Goodness, she’d forgotten that apple tree. She had created quite the fuss by tumbling out of it and breaking her arm. She could still feel the twinge in it when the wind blew in the wrong direction.

“Cousin Robert told me I would most likely find you here. I just hadn’t expected—” Kort’s eyes dipped from the plumes on her headdress to the diamonds glittering at her ears, her arms, her breast.

“To see quite so much of me?” Emma quipped, and her cousin’s gaze hastily snapped upwards again.

Oops. She hadn’t meant to make him squirm. She had forgotten. They were less frank at home, at least about certain things. It felt odd to be speaking English again; the once familiar syllables came uncomfortably to her tongue, although not as uncomfortably as Kort’s labored French.

“Something like that,” Kort admitted, carefully avoiding the general direction of her bodice. He shook his head again. “I would never have known you.”

It would have been nice if the statement had sounded a little bit more like a compliment.

“That’s not surprising,” she said, striving for sangfroid. She resisted the urge to tug at her décolletage. Her dress might be low by New York standards, but it was positively modest by Parisian ones, largely because she didn’t have terribly much to display. “It’s been over ten years since you last saw me. It would be more surprising if I hadn’t changed.”

“You’ve become so…French.”

The comment surprised her into a laugh. “The French find me very American. Or so I’ve been told.”

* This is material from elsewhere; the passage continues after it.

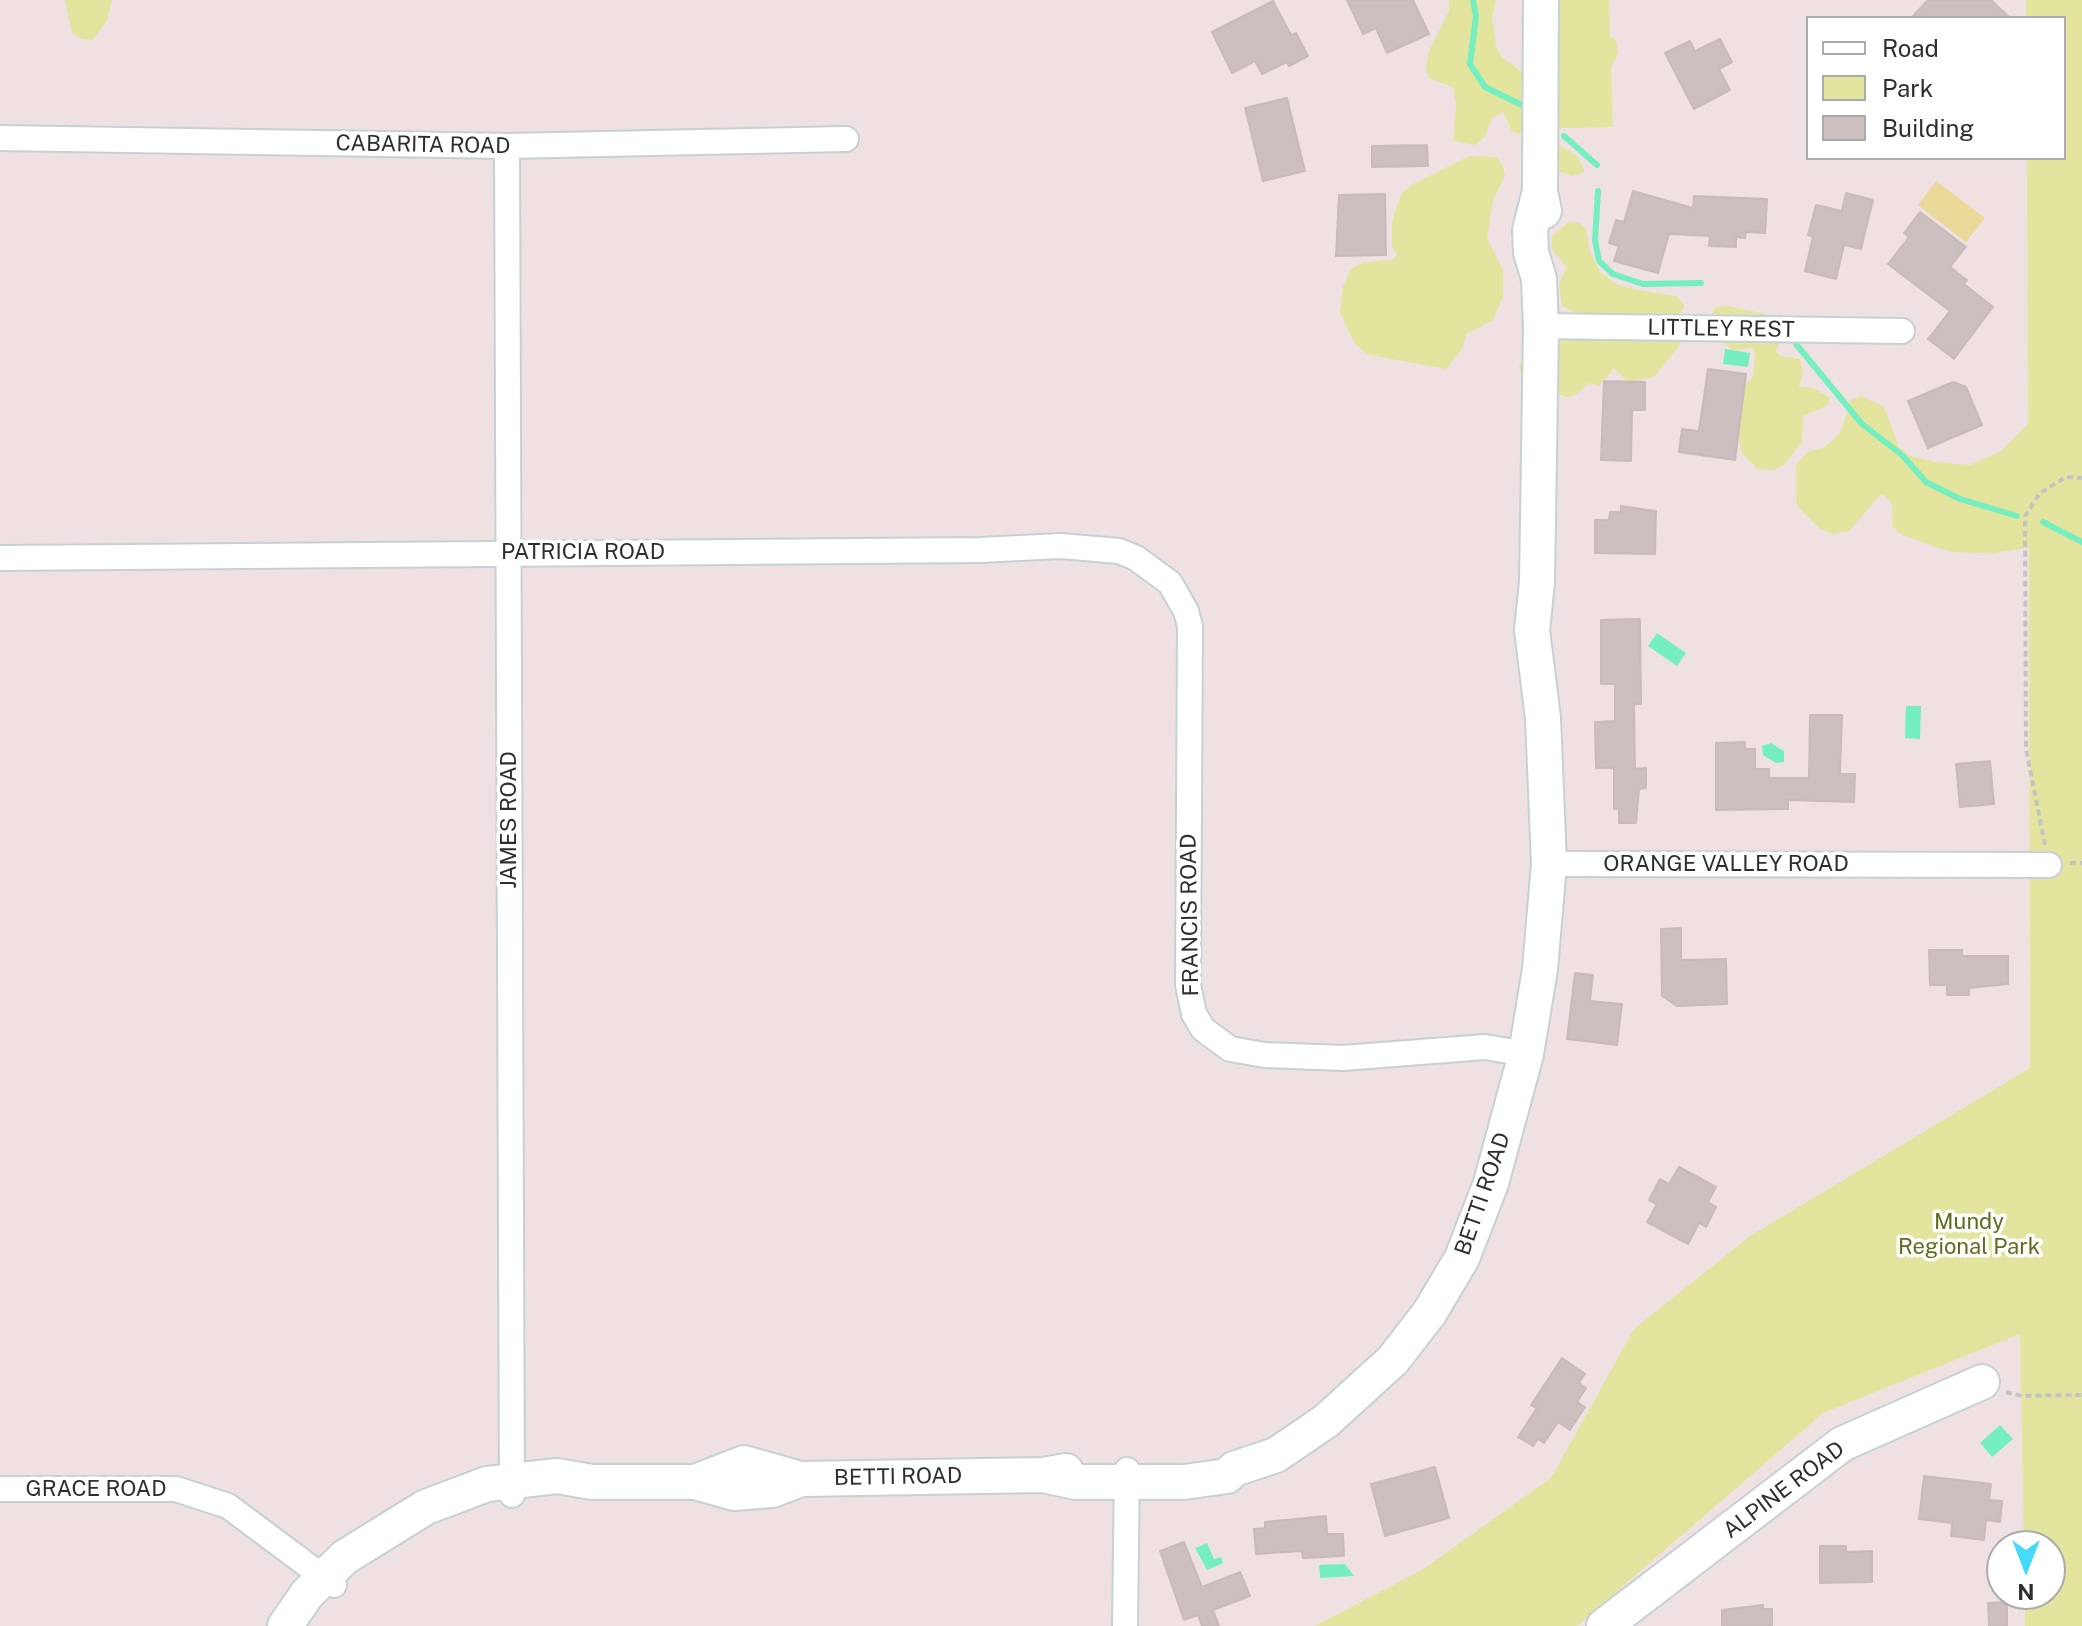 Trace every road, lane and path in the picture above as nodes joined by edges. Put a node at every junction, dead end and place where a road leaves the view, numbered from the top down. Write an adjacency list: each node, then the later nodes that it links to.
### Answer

Refreshing, they had called her. Natural. Fruitlessly, Emma had tried to explain that her parents’ home in New York was as sophisticated as anything to be found in the Faubourg Saint-Germain and the only savages on their property were her brothers, but such protestations had been unpopular with her audience. They preferred to cherish Rousseauian notions of noble savages clad in loincloths and adorned with feathers.

“When did you arrive?” she asked. “Have you been in Paris long?”

“Tuesday,” he said. “Whenever I mention your name, I hear only effusions. Everyone adores Madame Delagardie.”

Mme. Delagardie had made a great effort to be adored. As for Emma…well, it was what it was and that was all. She was Mme. Delagardie now and had been for some time.

“Almost everyone. Not everyone has come to a full and proper appreciation of my inestimable worth, but they will in time. What brings you to Paris after all these years? Surely, you could have spared a visit to your favorite cousin before this. It’s just a little sea voyage. It’s only a few months at sea, and I have it on the very best authorities that sea monsters have gone out of fashion.”

He didn’t respond to her raillery in kind. A shadow passed across his face. He paused for a moment before saying, “You will have heard about Sarah, I expect.”

Oh, Lord. Emma felt like the scrapings off his boots, if he had been wearing boots. She was the lowest level of Paris gutter slime, heartless and unfeeling. She had heard. But it had been how long ago now? A year? Two? Time moved strangely in Paris, and the Atlantic divide meant that news was no longer news by the time of arrival.

“I had heard.” She touched a gloved hand fleetingly to his arm. “I’m sorry, Kort.”

His lips twisted with dark humor. Bitterness sat strangely on his clean-cut face. “So am I.”

She had hated Sarah once. She had hated her for being older, for being taller, for catching Kort’s eye. Emma had wished warts on her, or hives, with all the petty desperation of her wounded adolescent soul. She had fantasized about Sarah, always so competent and complacent, tripping on the way to the altar or ripping her wedding dress or spilling punch down her front in some humiliating and public occasion.

But not this. Never this. Emma’s heart winced away from the image of Sarah and her babies, still and cold.